[Tutor] How do I get text from an HTML document.
SA
sarmstrong13@mac.com
Wed, 14 Aug 2002 16:08:14 -0500
On 8/14/02 3:54 PM, "Magnus Lycka" <magnus@thinkware.se> wrote:
> Well, the following change would make your code a bit more
> general. Perhaps you should even skip the default parameter
> value and always supply start and end patterns.
>
> def getTextFromHTML(html, start="<!--Storytext-->", end="<!--/Storytext-->"):
> ...
> story = '(?sx)%s.+%s' % (start, end) # You don't need a raw string do you?
> ...
>
> Some day you want to extract text in the <head> or in the <body> etc.
>
> Another option could be to write it as a class with some methods. (Untested.)
>
> class Html:
> def __init__(self, html):
> self.html = html
> def crop(self, start, end):
> story = '(?sx)%s.+%s' % (start, end)
> self.html = re.findall(story, self.html)
> def text(self):
> data = StringIO.StringIO()
> fmt = formatter.AbstractFormatter(formatter.DumbWriter(data))

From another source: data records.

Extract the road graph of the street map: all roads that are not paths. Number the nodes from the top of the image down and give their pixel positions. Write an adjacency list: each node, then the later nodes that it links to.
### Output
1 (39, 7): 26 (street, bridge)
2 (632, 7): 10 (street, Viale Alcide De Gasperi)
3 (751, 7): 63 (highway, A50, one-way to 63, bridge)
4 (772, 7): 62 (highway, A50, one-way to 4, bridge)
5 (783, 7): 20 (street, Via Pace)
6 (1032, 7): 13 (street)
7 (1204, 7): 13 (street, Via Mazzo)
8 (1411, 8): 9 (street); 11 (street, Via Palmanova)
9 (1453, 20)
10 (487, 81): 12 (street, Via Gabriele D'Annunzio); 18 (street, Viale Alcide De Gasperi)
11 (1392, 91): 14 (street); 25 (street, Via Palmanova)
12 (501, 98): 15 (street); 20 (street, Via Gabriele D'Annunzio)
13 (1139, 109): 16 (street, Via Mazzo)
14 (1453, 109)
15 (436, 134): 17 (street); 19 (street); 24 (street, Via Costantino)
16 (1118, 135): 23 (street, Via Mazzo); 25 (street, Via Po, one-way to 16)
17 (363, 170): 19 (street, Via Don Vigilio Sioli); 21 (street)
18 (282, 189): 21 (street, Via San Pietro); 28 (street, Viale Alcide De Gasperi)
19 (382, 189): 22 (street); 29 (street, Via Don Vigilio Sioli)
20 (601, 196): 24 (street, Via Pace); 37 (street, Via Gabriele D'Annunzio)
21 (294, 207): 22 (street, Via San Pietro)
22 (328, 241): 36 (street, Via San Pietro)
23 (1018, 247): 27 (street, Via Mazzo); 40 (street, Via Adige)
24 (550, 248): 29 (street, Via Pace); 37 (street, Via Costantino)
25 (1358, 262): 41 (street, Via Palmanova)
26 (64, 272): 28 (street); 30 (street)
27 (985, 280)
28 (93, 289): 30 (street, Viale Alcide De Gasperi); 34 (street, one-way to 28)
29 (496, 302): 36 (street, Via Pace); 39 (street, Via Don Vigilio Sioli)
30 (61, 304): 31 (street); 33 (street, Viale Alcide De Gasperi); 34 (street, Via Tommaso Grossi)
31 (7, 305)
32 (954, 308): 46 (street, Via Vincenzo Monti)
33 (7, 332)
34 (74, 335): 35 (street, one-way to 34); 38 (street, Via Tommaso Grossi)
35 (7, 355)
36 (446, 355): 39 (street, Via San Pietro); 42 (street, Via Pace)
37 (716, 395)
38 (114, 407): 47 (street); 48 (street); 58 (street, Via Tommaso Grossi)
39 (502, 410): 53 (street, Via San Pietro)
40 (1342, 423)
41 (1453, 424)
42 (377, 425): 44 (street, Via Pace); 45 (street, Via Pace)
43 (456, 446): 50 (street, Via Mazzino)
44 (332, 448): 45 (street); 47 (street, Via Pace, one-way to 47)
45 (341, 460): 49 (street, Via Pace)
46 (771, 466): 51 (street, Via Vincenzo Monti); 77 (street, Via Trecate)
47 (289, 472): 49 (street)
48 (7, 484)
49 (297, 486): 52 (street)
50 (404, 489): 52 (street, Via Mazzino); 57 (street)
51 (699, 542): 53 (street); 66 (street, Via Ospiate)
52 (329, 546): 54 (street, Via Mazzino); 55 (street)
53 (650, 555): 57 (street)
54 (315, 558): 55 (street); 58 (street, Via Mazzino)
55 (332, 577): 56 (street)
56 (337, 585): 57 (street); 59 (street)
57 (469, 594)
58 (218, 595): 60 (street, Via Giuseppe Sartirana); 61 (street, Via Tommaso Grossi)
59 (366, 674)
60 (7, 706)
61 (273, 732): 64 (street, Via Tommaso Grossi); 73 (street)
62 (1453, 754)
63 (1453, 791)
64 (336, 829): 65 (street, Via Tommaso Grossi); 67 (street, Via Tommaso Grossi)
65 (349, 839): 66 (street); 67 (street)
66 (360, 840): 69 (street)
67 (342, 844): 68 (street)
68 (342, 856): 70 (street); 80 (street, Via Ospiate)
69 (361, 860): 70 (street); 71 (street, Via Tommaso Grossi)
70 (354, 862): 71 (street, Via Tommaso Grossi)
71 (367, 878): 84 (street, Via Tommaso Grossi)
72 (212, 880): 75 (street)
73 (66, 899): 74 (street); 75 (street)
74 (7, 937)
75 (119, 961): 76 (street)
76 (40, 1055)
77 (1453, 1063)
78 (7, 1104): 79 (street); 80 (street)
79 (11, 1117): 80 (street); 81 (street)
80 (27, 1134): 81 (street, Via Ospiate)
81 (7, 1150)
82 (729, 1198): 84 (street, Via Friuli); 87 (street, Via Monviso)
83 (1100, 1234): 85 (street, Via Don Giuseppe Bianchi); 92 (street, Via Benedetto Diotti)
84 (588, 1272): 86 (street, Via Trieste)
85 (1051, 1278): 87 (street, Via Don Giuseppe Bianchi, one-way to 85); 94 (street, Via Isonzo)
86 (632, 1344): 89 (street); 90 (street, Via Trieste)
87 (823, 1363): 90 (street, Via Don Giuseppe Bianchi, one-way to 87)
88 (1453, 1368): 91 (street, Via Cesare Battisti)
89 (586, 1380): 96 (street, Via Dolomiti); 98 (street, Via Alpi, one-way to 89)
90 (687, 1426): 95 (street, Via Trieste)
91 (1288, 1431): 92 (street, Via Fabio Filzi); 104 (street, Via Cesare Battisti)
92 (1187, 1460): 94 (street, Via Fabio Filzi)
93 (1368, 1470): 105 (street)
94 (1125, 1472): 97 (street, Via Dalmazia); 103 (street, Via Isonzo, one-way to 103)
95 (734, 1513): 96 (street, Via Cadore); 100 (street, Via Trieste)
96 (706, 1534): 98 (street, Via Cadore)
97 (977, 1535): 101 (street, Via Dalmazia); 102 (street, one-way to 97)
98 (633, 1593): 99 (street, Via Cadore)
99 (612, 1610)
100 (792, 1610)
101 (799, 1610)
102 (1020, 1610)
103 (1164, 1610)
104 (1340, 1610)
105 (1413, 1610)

> parser = htmllib.HTMLParser(fmt)
> parser.feed("".join(self.html))
> return data.getvalue()
>
> h = Html(html)
> h.crop('<!--Storytext-->','<!--/Storytext-->')
> print h.text()
>
Ahh...(he says as the light goes on above his head)
Thank You. I had not even thought that far ahead yet. That would definitely
be beneficial.
Thanks.
SA
--
"I can do everything on my Mac I used to on my PC. Plus a lot more ..."
-Me